Connection Pathologies
Connection Pathology > Communication Error, Connection Psychosis, Constricted Connection, Ego Inflation, Egoic Collapse, Egoic Explosion, Flooding, Gurutitus, Majdhub, Spiritual Emergency
Syncretic Terms
Ego Inflation > Nadir Experience
Related LP Terms
Ego Inflation > Connection Pathology, Egoic Collapse, Egoic Explosion
Non-LP Related Terms
Ego Inflation > Connection Pathology, Egoic Collapse, Egoic Explosion
Notes
"The opening psychic often falls prey to ego when it is assumed that only he/she can 'see' or 'heal,'..."[1]
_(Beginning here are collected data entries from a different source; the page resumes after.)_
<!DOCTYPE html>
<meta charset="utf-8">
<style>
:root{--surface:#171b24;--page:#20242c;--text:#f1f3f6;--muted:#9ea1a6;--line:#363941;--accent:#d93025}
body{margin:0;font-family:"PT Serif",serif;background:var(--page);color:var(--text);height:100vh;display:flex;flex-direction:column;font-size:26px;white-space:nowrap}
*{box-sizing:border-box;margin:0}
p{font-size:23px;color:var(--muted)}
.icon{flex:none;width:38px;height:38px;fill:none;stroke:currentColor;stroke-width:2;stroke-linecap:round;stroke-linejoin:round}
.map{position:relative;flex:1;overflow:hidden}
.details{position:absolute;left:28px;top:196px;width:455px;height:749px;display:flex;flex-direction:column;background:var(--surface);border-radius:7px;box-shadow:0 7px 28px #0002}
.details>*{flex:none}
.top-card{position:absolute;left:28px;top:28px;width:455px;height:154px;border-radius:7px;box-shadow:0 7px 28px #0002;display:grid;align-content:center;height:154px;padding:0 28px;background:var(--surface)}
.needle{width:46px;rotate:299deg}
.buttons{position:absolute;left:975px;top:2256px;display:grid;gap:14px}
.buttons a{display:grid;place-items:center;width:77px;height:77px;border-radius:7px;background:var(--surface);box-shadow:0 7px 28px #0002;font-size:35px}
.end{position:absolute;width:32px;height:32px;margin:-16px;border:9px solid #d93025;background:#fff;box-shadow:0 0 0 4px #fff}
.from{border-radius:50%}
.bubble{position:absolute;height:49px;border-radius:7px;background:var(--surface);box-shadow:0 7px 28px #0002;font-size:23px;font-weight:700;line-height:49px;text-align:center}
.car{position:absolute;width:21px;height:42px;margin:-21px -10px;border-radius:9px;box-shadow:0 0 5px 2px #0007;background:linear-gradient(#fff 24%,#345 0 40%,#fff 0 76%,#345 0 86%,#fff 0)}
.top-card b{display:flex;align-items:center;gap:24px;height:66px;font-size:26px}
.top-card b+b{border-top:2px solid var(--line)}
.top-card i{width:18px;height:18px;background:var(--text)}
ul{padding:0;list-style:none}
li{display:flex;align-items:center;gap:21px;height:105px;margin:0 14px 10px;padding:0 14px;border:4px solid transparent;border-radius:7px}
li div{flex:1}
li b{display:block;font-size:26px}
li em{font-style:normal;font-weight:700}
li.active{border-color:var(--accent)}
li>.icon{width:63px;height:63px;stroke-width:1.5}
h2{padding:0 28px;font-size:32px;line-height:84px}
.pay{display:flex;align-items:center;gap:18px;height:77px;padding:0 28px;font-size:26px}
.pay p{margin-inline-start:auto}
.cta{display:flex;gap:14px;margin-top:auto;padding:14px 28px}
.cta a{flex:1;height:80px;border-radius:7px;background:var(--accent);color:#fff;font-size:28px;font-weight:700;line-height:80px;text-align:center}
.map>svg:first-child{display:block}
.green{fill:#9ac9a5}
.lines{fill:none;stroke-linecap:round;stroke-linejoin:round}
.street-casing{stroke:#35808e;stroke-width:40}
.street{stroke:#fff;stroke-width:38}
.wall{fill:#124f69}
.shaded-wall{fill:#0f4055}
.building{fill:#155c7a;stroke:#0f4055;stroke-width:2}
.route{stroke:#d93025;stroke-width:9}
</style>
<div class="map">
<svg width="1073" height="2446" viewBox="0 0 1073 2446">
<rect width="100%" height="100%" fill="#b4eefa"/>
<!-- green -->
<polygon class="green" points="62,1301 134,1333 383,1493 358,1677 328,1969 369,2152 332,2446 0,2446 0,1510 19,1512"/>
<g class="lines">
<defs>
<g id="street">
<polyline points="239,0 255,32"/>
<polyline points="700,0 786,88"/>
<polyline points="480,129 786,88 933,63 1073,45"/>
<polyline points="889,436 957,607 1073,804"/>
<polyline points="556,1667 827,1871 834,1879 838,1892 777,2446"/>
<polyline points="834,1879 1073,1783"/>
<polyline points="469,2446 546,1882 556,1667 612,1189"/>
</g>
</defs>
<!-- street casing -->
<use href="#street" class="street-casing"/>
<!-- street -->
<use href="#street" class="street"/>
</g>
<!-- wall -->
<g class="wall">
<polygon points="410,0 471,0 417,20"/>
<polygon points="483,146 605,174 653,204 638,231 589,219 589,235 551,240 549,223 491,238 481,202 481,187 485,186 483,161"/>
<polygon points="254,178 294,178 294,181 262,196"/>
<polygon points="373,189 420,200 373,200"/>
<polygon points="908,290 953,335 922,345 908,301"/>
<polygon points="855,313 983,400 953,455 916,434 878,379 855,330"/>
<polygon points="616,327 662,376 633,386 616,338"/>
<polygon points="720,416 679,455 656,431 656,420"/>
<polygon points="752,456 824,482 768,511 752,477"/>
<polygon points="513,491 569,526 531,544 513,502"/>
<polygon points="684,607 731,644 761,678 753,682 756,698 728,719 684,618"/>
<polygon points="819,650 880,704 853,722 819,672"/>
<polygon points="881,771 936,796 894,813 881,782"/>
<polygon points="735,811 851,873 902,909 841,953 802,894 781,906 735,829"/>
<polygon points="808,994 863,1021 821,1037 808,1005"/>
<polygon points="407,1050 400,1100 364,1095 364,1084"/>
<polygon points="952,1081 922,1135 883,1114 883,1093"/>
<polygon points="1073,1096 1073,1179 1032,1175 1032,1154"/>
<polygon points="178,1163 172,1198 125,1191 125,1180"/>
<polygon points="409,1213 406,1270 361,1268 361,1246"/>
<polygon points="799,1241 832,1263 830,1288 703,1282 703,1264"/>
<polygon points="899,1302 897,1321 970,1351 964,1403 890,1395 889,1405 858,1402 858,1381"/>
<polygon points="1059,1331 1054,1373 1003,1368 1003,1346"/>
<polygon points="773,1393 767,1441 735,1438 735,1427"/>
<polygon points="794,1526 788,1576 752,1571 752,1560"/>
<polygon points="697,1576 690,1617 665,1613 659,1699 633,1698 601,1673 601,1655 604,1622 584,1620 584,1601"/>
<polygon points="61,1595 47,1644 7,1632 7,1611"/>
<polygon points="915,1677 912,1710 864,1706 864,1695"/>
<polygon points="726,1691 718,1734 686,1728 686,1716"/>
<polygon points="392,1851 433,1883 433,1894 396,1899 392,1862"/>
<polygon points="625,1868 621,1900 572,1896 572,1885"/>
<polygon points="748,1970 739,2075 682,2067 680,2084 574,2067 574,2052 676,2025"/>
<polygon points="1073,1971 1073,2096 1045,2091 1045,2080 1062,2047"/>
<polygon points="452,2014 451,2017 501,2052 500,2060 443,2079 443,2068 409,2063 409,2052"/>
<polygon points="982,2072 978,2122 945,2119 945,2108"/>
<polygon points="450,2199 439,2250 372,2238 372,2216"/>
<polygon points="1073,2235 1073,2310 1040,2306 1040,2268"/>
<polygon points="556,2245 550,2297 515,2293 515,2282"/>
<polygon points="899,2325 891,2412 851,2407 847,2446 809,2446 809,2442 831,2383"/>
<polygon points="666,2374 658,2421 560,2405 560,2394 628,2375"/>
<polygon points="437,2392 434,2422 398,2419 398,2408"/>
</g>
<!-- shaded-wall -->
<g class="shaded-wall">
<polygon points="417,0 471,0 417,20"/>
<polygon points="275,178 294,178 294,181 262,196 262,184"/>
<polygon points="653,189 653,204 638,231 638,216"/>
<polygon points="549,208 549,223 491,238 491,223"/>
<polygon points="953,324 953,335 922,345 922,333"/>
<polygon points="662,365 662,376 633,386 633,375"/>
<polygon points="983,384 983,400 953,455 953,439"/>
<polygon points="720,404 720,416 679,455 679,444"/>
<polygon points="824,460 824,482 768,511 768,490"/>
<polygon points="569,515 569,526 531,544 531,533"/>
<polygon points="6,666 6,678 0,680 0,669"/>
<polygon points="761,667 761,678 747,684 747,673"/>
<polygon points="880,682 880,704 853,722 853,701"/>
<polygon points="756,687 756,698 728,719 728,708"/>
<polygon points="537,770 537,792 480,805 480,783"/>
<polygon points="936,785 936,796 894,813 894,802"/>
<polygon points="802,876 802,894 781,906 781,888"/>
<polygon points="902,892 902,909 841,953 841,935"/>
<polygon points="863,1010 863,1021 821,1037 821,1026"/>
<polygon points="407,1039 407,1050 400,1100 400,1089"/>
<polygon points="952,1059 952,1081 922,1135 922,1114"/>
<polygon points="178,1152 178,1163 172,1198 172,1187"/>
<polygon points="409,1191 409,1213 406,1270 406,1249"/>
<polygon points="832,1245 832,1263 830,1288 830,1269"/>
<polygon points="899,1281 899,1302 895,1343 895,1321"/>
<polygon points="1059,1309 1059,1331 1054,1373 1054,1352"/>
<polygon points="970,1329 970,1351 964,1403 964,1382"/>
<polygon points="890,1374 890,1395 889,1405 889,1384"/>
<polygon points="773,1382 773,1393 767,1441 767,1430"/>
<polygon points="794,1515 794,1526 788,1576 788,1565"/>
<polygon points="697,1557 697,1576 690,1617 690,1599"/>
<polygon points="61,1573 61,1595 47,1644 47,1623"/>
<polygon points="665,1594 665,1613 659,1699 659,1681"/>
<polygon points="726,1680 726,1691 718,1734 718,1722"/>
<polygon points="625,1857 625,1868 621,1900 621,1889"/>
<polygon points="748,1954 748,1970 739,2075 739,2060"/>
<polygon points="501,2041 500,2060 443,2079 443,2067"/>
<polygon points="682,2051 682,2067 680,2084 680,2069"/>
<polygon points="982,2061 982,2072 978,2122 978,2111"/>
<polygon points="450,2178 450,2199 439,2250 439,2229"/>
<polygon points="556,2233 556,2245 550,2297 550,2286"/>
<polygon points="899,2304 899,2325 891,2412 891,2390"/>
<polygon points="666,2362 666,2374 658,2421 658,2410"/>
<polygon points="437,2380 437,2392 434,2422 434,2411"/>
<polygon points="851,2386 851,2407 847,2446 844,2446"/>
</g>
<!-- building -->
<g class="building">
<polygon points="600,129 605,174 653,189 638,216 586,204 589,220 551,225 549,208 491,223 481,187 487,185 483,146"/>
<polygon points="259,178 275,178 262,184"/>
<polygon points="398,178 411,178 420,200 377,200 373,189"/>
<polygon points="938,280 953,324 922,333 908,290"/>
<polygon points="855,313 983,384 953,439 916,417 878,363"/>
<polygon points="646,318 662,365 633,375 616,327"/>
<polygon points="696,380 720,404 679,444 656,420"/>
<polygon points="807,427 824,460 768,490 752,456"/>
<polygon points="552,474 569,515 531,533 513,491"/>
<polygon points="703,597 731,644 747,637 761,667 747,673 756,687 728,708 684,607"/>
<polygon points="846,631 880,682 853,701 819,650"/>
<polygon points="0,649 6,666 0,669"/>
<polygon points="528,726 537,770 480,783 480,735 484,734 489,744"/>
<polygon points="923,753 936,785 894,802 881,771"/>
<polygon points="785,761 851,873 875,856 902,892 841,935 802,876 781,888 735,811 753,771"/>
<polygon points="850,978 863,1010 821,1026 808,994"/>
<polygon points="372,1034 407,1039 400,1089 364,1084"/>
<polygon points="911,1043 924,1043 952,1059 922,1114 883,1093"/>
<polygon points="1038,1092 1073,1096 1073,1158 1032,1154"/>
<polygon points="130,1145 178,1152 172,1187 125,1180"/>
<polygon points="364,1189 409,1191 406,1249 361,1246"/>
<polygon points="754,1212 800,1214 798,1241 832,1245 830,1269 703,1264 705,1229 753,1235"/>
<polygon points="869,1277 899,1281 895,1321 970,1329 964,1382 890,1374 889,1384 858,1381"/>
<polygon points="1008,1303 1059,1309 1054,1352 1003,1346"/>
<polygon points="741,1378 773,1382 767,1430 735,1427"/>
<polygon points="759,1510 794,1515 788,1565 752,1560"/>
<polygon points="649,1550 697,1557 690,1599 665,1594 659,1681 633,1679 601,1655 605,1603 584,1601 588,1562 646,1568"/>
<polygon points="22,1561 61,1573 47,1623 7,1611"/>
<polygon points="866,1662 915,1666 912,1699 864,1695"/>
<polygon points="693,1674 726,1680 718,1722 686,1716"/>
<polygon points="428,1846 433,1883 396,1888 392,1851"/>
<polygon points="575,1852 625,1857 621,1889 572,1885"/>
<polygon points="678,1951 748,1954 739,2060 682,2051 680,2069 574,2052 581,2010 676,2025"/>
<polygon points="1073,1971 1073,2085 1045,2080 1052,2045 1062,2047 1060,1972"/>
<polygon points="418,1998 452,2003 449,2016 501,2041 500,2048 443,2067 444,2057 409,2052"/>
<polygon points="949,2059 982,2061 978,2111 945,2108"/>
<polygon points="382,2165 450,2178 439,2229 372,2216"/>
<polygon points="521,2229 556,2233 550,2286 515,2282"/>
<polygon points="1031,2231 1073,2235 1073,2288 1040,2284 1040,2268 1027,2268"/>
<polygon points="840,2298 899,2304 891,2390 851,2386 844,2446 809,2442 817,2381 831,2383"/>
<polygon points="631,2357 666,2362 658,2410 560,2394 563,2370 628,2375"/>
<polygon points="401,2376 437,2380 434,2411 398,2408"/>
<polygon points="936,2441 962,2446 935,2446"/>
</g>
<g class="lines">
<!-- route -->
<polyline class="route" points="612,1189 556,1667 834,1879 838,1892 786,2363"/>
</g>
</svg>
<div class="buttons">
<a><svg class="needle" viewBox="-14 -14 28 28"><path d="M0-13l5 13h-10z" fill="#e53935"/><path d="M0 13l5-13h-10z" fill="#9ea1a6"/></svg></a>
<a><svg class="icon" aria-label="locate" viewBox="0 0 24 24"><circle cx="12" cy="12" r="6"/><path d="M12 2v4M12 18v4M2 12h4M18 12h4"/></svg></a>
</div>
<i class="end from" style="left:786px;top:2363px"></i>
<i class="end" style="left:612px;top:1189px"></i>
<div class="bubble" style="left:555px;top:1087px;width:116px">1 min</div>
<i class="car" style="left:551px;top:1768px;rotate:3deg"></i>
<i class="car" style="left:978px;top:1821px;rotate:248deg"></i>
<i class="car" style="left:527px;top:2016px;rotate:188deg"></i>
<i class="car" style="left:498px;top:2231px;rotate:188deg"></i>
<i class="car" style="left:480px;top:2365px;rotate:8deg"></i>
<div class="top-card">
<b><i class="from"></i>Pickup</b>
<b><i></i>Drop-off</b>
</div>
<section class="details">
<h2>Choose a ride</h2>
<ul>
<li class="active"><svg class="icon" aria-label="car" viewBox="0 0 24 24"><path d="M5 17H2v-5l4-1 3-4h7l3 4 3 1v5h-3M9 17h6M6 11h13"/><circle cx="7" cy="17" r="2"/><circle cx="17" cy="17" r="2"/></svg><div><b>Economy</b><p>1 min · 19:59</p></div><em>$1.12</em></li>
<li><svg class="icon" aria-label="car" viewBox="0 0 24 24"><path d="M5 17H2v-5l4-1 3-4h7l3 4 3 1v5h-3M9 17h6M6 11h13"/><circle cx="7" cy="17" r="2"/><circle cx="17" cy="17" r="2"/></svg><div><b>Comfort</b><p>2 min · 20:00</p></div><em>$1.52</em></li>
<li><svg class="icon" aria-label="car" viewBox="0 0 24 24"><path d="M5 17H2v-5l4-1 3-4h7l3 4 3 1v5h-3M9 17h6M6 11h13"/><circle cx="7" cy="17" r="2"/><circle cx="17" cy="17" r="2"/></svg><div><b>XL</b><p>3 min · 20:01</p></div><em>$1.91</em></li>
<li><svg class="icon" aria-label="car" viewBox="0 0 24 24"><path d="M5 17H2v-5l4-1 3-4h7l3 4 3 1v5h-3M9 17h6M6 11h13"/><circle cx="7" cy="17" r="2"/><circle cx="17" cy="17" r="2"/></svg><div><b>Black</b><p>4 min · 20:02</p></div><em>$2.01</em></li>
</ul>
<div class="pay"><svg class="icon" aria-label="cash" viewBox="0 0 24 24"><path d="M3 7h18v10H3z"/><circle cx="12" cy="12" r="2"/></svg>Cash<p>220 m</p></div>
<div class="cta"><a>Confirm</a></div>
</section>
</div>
When speaking about the significance and reality of mental influence over a distance, one researcher, Jule Eisenbud, U.S. psychiatrist, noted that his success at the experiments has "triggered infantile desires for power, for omnipotence, for control over others..." [2]
Ego inflation contributes to and exacerbates already existing narcissism, sometimes to the point of psychosis.
Ego inflation exacerbates the Dunning-Kruger effect.
Aleister Crowley is a classic example of ego inflation, which moved him from reasonable interpretations of spirituality, connection, one's Highest Self, and so on, to claims made later in life that was a new Messiah spreading a new religion in a new Aeon.[3]
Footnotes
- ↑ Stevens, Petey. Opening up to Your Psychic Self. Nevertheless Press, 1983. p. ix.
- ↑ Vasiliev, L.L. Experiments in Mental Suggestion. Vol. 22. Hampton Roads: Charlottesville, 1963. p. x.
- ↑ For some discussion of this see Pasi, Marco. “Varieties of Magical Experience: Aleister Crowley’s Views on Occult Practice.” In Aleister Crowley and Western Esotericism, edited by Henrik Bogdan and Martin P. Starr, 53–88. Oxford University Press, 2012.